The title of this blog is one of many phrases I got sick of hearing while attending the Adobe MAX conference in Chicago earlier this month. Others included "integration" (mixed with a variety of other words), "client-side," "runtime," and "Adobe is the king of the world." Okay, I didn't actually hear that last one, but that was the general point of the conference, so I "sensed" it enough. In fact, many of the workshops and lectures I attended seemed to offer more of that sentiment than actual "information," but some of them offered some new tricks and tips that I have been able to use in my job and my creative life.
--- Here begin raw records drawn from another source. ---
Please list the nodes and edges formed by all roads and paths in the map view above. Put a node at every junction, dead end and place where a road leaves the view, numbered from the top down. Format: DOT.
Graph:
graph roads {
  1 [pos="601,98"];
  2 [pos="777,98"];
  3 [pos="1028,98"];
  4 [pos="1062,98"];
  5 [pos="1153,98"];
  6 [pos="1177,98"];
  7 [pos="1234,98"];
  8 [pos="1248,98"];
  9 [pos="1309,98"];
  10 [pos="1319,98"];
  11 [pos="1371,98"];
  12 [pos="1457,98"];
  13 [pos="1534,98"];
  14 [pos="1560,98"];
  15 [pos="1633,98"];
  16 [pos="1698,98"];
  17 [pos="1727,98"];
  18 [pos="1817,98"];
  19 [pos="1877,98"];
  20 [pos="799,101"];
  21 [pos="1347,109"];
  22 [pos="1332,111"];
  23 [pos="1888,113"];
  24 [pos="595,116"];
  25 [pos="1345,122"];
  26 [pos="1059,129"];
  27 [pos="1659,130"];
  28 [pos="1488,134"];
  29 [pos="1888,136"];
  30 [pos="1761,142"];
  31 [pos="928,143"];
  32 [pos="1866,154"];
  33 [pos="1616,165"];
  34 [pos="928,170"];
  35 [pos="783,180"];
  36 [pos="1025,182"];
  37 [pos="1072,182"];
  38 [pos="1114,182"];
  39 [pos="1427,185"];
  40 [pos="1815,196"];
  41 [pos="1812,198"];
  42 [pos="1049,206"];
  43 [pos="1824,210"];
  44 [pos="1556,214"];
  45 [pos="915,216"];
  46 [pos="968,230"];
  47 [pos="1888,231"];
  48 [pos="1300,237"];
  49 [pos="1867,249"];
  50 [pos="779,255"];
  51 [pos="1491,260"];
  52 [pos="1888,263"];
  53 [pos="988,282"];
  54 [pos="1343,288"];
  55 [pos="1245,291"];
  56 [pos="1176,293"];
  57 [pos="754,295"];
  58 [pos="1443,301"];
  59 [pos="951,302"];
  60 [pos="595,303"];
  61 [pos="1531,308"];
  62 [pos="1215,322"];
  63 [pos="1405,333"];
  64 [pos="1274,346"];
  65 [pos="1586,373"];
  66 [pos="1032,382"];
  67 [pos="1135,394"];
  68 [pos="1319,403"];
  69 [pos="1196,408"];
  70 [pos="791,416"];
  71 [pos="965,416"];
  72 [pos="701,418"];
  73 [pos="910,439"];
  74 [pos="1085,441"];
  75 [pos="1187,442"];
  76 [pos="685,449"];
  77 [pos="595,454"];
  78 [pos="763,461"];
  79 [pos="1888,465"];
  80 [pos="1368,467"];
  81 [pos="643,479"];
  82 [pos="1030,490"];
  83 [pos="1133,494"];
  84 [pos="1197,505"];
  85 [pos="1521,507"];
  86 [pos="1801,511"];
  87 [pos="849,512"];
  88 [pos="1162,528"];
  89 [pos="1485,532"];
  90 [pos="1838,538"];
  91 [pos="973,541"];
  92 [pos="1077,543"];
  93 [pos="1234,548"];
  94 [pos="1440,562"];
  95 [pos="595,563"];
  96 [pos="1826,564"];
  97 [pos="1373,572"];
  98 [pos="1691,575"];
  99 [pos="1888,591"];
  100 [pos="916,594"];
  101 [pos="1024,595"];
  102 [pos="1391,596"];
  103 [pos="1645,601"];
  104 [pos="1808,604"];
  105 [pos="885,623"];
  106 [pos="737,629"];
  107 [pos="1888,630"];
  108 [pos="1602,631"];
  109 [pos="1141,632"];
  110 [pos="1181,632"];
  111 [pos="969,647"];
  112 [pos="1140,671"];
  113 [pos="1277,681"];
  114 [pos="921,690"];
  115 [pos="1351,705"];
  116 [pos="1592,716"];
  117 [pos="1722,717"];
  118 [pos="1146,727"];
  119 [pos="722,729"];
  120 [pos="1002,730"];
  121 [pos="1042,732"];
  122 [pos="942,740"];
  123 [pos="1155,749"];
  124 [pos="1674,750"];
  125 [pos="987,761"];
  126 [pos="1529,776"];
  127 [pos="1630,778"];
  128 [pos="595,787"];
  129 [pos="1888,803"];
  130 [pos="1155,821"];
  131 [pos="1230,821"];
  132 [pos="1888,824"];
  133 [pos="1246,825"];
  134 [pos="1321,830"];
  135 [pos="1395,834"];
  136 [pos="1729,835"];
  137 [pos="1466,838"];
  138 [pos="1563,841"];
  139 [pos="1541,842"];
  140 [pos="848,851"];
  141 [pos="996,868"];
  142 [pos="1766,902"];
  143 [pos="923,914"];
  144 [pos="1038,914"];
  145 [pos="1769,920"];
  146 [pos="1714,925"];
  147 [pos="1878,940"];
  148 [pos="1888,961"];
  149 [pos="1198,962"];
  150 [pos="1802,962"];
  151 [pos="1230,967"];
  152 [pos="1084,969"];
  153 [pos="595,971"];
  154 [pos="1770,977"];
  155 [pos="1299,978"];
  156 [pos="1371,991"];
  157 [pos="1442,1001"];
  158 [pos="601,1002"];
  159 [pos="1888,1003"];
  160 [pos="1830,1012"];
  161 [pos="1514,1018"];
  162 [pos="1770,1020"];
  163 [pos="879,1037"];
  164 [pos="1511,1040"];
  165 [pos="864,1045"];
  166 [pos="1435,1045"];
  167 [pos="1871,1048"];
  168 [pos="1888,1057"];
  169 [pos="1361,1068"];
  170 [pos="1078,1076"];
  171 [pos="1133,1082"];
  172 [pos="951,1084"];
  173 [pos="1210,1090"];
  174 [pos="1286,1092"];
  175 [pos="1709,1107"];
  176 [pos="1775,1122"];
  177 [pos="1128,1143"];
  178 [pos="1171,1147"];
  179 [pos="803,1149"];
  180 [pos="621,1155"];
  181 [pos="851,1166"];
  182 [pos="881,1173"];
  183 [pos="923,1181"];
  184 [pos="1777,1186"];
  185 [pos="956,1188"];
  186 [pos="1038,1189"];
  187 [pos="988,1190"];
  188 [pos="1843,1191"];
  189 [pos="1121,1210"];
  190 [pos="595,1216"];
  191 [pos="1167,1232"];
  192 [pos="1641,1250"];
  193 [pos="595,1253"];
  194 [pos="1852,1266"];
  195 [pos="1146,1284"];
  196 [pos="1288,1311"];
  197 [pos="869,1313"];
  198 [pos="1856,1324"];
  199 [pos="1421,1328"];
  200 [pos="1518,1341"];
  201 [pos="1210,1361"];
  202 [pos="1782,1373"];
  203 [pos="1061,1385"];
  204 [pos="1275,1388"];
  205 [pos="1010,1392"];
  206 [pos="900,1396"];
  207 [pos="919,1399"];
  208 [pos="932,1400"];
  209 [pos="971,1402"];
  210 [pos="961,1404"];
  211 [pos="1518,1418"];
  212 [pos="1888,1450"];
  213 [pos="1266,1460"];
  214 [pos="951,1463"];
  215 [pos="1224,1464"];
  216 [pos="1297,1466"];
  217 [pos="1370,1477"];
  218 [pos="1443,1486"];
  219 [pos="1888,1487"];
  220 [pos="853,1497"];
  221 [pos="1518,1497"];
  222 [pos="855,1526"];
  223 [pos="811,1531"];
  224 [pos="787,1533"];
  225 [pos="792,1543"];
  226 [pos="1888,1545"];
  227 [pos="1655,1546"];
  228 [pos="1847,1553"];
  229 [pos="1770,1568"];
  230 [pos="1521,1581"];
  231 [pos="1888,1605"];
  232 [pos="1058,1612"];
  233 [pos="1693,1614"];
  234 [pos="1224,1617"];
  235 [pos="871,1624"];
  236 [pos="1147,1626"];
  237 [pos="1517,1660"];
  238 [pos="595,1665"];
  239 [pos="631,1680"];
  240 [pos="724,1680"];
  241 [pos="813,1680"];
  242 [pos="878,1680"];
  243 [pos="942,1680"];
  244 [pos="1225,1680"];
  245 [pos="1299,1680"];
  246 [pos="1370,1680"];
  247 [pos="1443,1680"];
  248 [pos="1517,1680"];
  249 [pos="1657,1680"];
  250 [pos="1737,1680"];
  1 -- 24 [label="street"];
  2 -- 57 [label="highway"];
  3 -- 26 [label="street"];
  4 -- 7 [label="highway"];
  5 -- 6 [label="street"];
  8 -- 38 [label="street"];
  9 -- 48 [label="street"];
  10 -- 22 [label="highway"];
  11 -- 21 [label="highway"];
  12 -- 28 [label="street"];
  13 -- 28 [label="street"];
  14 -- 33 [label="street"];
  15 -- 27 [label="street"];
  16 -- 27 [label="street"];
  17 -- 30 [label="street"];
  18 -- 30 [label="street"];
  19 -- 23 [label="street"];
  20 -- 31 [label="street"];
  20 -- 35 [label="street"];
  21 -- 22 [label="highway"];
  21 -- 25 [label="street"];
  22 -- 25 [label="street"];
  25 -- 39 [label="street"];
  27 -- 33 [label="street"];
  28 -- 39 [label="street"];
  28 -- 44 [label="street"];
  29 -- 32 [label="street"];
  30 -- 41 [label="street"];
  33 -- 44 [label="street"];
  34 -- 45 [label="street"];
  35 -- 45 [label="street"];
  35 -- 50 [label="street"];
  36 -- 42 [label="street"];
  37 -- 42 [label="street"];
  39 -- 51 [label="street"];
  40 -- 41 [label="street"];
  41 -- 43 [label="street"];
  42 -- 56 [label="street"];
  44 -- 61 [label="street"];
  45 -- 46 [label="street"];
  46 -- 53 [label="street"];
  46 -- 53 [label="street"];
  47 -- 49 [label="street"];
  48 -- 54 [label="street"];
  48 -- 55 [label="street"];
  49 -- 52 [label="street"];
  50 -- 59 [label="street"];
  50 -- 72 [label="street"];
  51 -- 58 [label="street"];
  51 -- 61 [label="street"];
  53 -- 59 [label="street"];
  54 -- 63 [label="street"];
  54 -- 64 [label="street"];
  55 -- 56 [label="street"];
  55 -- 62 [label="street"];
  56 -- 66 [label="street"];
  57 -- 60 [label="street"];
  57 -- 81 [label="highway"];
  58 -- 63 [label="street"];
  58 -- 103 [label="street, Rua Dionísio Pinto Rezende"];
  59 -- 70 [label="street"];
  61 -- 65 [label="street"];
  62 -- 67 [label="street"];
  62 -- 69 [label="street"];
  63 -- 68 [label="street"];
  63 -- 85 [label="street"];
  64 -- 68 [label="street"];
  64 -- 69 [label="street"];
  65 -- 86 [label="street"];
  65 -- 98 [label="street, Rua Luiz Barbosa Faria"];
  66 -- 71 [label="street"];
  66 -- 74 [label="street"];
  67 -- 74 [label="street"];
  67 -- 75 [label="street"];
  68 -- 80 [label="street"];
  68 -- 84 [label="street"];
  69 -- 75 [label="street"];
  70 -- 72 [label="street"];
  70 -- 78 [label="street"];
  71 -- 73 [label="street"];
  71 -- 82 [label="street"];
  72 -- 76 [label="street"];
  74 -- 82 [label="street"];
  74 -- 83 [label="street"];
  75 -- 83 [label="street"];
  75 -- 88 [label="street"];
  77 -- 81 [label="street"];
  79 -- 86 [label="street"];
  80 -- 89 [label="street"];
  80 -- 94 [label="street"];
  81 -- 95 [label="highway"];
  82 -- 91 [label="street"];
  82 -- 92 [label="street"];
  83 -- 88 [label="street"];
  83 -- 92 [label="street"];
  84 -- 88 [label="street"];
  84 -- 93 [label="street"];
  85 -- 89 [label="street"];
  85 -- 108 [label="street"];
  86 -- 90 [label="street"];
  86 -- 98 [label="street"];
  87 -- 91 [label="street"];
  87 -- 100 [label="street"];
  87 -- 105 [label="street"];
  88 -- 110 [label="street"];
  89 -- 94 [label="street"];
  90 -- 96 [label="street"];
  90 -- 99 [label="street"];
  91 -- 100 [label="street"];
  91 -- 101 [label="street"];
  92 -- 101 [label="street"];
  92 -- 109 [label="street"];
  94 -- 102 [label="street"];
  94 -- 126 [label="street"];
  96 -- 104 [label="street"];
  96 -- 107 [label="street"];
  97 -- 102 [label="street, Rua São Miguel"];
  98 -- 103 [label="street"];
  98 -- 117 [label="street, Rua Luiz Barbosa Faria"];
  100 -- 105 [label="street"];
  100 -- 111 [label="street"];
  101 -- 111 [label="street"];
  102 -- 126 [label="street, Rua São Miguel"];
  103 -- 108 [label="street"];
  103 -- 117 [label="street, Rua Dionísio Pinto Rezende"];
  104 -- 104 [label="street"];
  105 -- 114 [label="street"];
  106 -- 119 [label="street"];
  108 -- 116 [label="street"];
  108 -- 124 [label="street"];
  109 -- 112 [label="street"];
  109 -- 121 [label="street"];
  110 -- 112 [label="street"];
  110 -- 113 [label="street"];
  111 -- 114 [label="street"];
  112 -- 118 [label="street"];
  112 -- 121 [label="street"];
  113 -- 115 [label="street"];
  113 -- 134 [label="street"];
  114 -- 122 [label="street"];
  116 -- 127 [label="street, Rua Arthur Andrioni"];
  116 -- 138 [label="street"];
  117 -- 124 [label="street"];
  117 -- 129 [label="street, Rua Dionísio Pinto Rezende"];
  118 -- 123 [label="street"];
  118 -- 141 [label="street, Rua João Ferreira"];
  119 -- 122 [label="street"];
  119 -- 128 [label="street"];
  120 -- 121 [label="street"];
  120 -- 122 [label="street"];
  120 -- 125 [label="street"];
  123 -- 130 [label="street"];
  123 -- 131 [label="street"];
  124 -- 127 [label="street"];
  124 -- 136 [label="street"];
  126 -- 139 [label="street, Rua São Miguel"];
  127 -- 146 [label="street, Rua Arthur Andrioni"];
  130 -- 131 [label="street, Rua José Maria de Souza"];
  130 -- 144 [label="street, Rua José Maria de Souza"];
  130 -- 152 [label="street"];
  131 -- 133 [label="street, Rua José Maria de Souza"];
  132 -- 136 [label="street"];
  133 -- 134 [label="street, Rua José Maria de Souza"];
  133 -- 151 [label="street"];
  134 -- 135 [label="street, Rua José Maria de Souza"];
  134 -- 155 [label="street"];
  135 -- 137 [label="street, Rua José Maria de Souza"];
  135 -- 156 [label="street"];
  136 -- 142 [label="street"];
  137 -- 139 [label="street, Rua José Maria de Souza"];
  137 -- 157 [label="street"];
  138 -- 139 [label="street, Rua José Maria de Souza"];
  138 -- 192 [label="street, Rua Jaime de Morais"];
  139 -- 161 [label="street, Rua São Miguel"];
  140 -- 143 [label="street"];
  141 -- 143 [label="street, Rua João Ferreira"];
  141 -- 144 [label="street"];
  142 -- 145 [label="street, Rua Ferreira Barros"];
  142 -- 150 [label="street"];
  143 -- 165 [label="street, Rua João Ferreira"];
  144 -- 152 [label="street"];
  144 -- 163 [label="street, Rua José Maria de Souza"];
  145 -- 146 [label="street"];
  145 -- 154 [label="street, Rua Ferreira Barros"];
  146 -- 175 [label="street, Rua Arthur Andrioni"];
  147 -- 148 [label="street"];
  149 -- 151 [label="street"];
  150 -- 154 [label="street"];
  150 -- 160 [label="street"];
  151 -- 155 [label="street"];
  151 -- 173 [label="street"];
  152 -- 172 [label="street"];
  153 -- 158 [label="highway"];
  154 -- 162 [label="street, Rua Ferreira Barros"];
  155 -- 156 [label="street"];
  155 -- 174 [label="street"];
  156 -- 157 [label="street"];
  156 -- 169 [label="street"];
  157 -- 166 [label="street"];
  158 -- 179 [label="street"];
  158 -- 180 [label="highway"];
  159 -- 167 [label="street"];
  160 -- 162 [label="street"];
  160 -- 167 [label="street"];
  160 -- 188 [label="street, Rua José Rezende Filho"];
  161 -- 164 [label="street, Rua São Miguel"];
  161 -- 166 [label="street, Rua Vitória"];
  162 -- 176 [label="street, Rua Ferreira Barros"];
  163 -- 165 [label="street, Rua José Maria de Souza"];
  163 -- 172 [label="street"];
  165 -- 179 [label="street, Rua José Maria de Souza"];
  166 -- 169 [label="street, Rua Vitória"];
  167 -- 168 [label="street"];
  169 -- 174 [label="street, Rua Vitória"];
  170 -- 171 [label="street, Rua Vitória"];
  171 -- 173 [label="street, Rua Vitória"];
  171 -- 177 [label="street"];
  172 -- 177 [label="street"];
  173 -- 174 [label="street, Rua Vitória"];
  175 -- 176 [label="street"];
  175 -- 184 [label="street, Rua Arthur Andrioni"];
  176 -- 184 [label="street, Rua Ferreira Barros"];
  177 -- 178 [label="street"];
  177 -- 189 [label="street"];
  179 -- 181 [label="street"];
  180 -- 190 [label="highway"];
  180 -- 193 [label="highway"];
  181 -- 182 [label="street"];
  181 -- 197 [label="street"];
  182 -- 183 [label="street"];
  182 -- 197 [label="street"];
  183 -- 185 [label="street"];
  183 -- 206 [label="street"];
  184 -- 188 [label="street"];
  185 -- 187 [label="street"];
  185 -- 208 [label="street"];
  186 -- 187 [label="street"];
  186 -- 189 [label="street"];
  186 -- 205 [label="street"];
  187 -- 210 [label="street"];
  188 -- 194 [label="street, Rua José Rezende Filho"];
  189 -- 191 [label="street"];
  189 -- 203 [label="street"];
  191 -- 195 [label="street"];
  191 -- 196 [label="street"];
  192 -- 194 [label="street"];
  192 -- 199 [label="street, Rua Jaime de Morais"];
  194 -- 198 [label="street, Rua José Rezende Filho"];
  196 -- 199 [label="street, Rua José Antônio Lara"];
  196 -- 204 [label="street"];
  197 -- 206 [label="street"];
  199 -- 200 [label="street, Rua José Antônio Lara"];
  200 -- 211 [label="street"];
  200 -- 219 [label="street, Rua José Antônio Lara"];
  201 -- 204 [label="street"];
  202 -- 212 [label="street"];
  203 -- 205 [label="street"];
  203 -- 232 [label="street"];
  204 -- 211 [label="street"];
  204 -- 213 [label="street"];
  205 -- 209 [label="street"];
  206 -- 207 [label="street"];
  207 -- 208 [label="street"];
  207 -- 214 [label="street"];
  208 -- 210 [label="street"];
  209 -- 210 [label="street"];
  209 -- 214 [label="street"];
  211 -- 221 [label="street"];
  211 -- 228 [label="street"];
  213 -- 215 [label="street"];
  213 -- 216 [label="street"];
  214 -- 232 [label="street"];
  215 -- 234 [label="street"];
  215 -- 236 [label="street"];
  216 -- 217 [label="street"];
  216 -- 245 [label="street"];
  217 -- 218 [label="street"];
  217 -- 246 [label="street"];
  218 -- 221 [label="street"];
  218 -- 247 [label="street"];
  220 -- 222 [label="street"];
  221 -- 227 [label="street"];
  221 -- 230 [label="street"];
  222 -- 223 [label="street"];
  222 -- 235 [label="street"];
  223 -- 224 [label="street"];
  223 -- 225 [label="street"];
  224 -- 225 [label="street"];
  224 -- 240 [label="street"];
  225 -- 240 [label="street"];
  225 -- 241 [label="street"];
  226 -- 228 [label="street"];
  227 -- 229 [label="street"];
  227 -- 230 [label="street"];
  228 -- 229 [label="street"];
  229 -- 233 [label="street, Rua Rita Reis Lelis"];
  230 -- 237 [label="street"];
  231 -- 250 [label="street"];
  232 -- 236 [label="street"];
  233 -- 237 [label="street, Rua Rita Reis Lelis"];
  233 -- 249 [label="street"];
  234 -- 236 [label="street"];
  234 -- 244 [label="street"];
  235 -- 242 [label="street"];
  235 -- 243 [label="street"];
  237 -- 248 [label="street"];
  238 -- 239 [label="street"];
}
One of several Adobe pep rallies- this one was the unveiling of new products to the crowd of eager geeks (of which I was one- when I learned that Flash may start "integrating" inverse kinematics tools in their product, the animation nerd in me got all choked up).
I got so bored in one of my morning workshops that I encrypted my notes to keep from dozing off:
I also got a little sick of filling out surveys every half hour (that is NOT an exaggeration) and eating potatoes. The potato thing got so bad that one of the parties featured potatoes in a martini glass. Them's fancy taters!
To be fair, I won a great book on Flash video and learned how to shave time off of some of my projects. Mostly, though, I just received confirmation that I do things right. Oh, and I also got to attend an over-the-top party, the theme of which, from what I could gather, was "80's pop/geek culture and stuff that makes you go, 'oh yeah, I remember that!'"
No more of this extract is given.